A person jumps from the roof of a house 3.0 m high. When he strikes the ground below, he bends his knees so that his torso decelerates over an approximate distance of 0.60 m. The mass of his torso (excluding legs) is 48 kg.
*How do I find the average force exerted on his legs by his torso during deceleration?
force*distance=mgh
workdoneinabsorbind enery=energyfromfall
solve for force.
but i solved for the force and it did not come out as the right anser i did Fd=mgh then said F(.6)=(48)(9.8)(3) but its wrong???
I don't know. Do you think it means on each leg individually?
hi can u help me in my home work
state the law of conservation of linear momentum and describe its consequences.
To find the average force exerted on the legs by the torso during deceleration, you can use Newton's second law of motion, which states that the force exerted on an object is equal to its mass multiplied by its acceleration. Here's how you can go about finding the average force:
1. First, let's calculate the initial velocity of the person before he lands on the ground. Since the person jumps vertically downwards, the vertical motion can be considered as free fall.
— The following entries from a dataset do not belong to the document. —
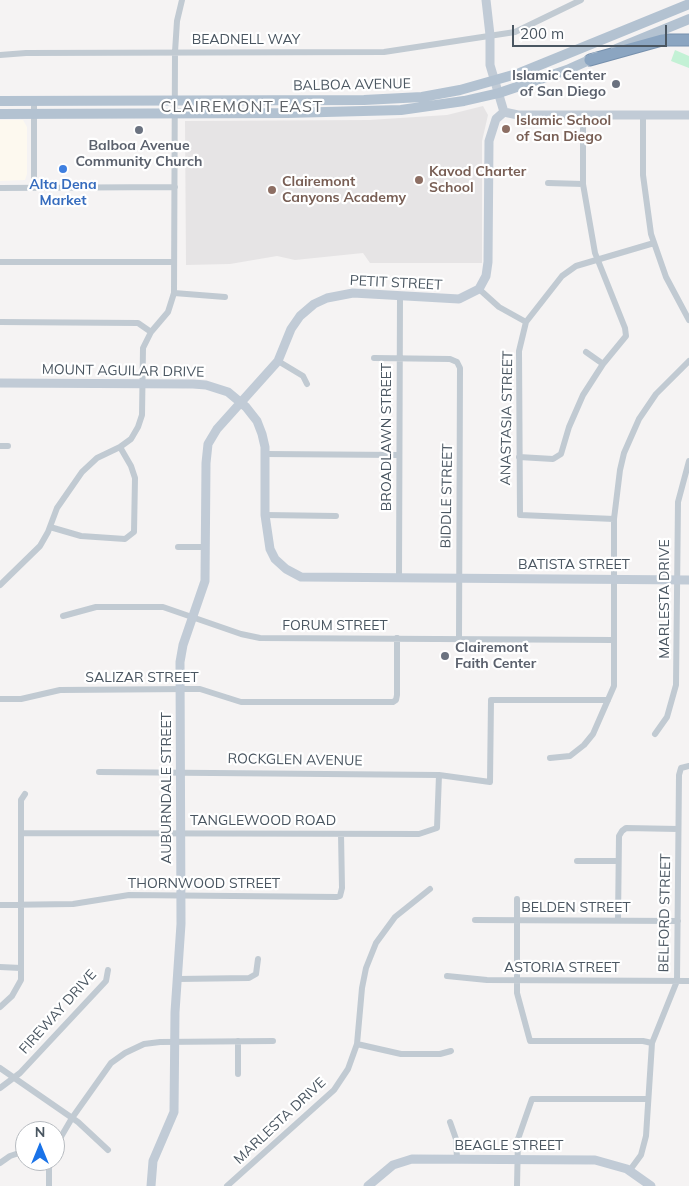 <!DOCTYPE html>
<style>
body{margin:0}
#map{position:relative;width:689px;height:1186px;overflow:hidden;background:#f5f3f3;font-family:Mulish,sans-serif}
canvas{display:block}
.north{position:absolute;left:15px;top:1121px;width:50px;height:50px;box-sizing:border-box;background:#fff;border:1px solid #b7bbc0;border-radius:50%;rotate:0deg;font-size:14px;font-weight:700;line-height:20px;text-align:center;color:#4a5661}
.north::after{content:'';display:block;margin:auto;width:18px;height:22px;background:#1a73e8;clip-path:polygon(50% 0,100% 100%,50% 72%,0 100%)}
.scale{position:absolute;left:512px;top:25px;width:155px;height:22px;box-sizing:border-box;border:2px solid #4a5661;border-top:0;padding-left:6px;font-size:15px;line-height:18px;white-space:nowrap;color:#4a5661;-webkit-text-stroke:4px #fff;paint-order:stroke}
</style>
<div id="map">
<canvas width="689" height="1186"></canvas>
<div class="north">N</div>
<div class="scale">200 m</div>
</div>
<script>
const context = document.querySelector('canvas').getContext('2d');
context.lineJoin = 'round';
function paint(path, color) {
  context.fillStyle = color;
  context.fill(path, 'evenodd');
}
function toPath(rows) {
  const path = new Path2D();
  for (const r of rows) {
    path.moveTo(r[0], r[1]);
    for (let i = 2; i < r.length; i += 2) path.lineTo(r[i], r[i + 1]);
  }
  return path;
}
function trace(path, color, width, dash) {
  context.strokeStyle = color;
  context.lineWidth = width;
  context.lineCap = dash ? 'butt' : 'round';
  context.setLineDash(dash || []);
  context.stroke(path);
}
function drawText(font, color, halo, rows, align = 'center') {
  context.font = font + ' Mulish,sans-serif';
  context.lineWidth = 4.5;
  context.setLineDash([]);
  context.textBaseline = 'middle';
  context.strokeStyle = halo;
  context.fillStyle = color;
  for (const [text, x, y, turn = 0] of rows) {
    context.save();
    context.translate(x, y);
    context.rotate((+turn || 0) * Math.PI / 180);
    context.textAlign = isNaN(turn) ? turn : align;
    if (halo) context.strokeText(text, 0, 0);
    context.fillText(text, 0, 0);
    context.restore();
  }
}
const commercial = toPath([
 [0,120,23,120,27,127,27,174,25,180,0,181]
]);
const education = toPath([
 [483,106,488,115,482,141,482,263,370,263,363,253,295,260,277,256,230,264,186,265,185,121,369,120,447,115]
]);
const green = toPath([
 [675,50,689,56,689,68,671,61]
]);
const street = toPath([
 [0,55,26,53,384,52,515,32,581,0],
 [643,115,643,175,651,234,666,277,689,320],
 [548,183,583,184],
 [0,188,175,187],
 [34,188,34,101],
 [0,262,174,262],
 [479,289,499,307,526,322],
 [174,293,225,297],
 [0,322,138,323,151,332],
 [586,352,603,364],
 [374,358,450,359,457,362,460,368,459,639],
 [278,361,303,376,307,384],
 [0,446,8,446],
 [266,454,399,455],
 [519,457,553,459,561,454,569,427,583,395,603,364,626,336,625,328,595,253,583,184,583,115],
 [265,515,336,516],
 [614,519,520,515,519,351,526,322,562,276,576,266,654,243],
 [50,527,81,536,125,539,134,532,135,478,131,466,120,447],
 [178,547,206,547],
 [399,578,400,296],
 [0,585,40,546,48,532,57,508,82,472,97,458,120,447,131,439,138,427,142,415,143,348,151,332,168,312,174,293,175,52,177,21,182,0],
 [63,616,96,607,163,607,241,634,260,638,613,640],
 [0,699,21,699,60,690,188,689,200,689,241,702,393,702,396,700,397,695,397,638],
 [655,734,667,717,676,685,678,502,689,461],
 [550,758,570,756,584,745,593,734,614,686,614,519,620,470,624,453,639,419,656,394,689,361],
 [99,772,439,775,490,782,491,700,608,700],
 [21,833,419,834,437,828,439,775],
 [577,861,618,861],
 [517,899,517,993,530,1041,643,1041,652,1043],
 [0,905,73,904,129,895,337,897,340,896,342,888,341,834],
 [475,920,678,921],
 [618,920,619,836,622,831,626,828,678,829],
 [0,967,21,968],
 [447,976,487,980,689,981],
 [178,979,249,978,256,974,258,959],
 [0,1007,12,996,21,980,21,800,25,794],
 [238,1041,238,1074],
 [357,1044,401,1054,440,1054,451,1051],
 [0,1068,78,1122,108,1150],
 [0,1088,20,1073,106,981,108,970],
 [450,1122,456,1139,457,1159],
 [55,1147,72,1118,111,1063,125,1053,144,1044,160,1042,273,1041],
 [0,1163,10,1156,25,1151],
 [630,1170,641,1155,646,1136,652,1043,677,981,679,775,681,768,689,766],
 [49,1186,49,1161],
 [227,1186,334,1090,348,1069,357,1044,362,988,366,968,376,943,395,917,430,889],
 [517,1186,518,1139,532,1099,648,1099]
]);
const secondary = toPath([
 [486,0,490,35,490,65,504,112],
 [504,112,518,115,689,115],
 [0,383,193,384,206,385,228,392,246,407,257,421,262,434,265,447,265,515,270,549,275,559,286,569,301,577,689,580],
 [151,1186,153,1161,174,1112,175,1012,181,924,180,662,183,645,205,581,206,463,208,444,217,429,278,361,291,329,300,316,314,304,327,298,353,293,459,299,479,289,486,276,488,262,489,141,496,119,504,112],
 [368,1186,393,1165,412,1159,595,1160,627,1169,651,1186]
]);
const primary = toPath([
 [616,49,689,19],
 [0,101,364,100,422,97,460,90,520,73,689,4],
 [0,114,288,113,401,110,464,101,499,93,567,70,596,57]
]);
const highway = toPath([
 [590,60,662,40,689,40]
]);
const markers = [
 [616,84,5,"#6b7280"],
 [506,129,5,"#8d6e63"],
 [139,130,5,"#6b7280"],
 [63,169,5,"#3f7fe0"],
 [419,180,5,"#8d6e63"],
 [272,190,5,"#8d6e63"],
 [445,656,5,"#6b7280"]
];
const streetNames = [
 ["BEADNELL WAY",246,40],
 ["BALBOA AVENUE",352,85,-1],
 ["PETIT STREET",396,283,3],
 ["MOUNT AGUILAR DRIVE",123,371,1],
 ["ANASTASIA STREET",507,418,-89],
 ["BROADLAWN STREET",387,437,-90],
 ["BIDDLE STREET",447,496,-89],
 ["BATISTA STREET",574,565],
 ["MARLESTA DRIVE",665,599,-90],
 ["FORUM STREET",335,626],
 ["SALIZAR STREET",142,678],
 ["ROCKGLEN AVENUE",295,760,1],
 ["AUBURNDALE STREET",167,788,-90],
 ["TANGLEWOOD ROAD",263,821],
 ["THORNWOOD STREET",204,884],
 ["BELDEN STREET",576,908],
 ["BELFORD STREET",665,913,-89],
 ["ASTORIA STREET",562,968],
 ["FIREWAY DRIVE",58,1012,-48],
 ["MARLESTA DRIVE",280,1121,-43],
 ["BEAGLE STREET",509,1146]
];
const worshipNames = [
 ["Islamic Center",606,76],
 ["of San Diego",606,92],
 ["Balboa Avenue",139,146,"center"],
 ["Community Church",139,162,"center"],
 ["Clairemont",455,648,"left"],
 ["Faith Center",455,664,"left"]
];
const educationNames = [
 ["Islamic School",516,121],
 ["of San Diego",516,137],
 ["Kavod Charter",429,172],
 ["School",429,188],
 ["Clairemont",282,182],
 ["Canyons Academy",282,198]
];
const shopNames = [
 ["Alta Dena",63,185],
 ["Market",63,201]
];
const quarterNames = [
 ["CLAIREMONT EAST",242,107]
];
paint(commercial, '#fdf9ef');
paint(education, '#e6e4e5');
paint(green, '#c3f1d5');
trace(highway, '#7690ad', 13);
trace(street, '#c1cad2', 6);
trace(secondary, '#c1cbd6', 9);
trace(primary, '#b3c2d1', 10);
trace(highway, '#8ba5c1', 11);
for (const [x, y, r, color] of markers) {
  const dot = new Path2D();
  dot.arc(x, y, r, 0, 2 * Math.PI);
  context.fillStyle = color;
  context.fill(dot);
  trace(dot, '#fff', 2);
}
drawText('14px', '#4a5661', '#fff', streetNames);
drawText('bold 14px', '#5b616d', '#fff', worshipNames, 'right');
drawText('bold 14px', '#785e54', '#fff', educationNames, 'left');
drawText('bold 14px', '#366cbe', '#fff', shopNames);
context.letterSpacing = '1px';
drawText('16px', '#5f6368', '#fff', quarterNames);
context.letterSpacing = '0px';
</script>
The height of the house is given as 3.0 m, so we can use the equation for free fall displacement:
d = (1/2) * g * t^2
Where d is the height, g is the acceleration due to gravity (approximately 9.8 m/s^2), and t is the time in seconds. Solving for t, we have:
t = sqrt((2 * d) / g)
t = sqrt((2 * 3.0) / 9.8)
t ≈ 0.782 s
2. Since the person bends their knees and decelerates over a distance of 0.60 m, we can calculate the deceleration using the equation for average acceleration:
a = (vf - vi) / t
where vf is the final velocity (0 m/s, as the person comes to rest) and vi is the initial velocity, which we'll calculate next.
vi = d / t
vi = 3.0 / 0.782
vi ≈ 3.84 m/s
a = (0 - 3.84) / 0.782
a ≈ -4.92 m/s^2 (negative sign indicates deceleration)
3. Now, we can use Newton's second law to find the force exerted on the legs by the torso. The mass of the torso is given as 48 kg, and the deceleration is -4.92 m/s^2:
F = m * a
F = 48 * -4.92
F ≈ -236.16 N
The negative sign indicates that the direction of the force exerted on the legs by the torso is opposite to the motion.
Therefore, the average force exerted on his legs by his torso during deceleration is approximately 236.16 N, in the opposite direction to the motion.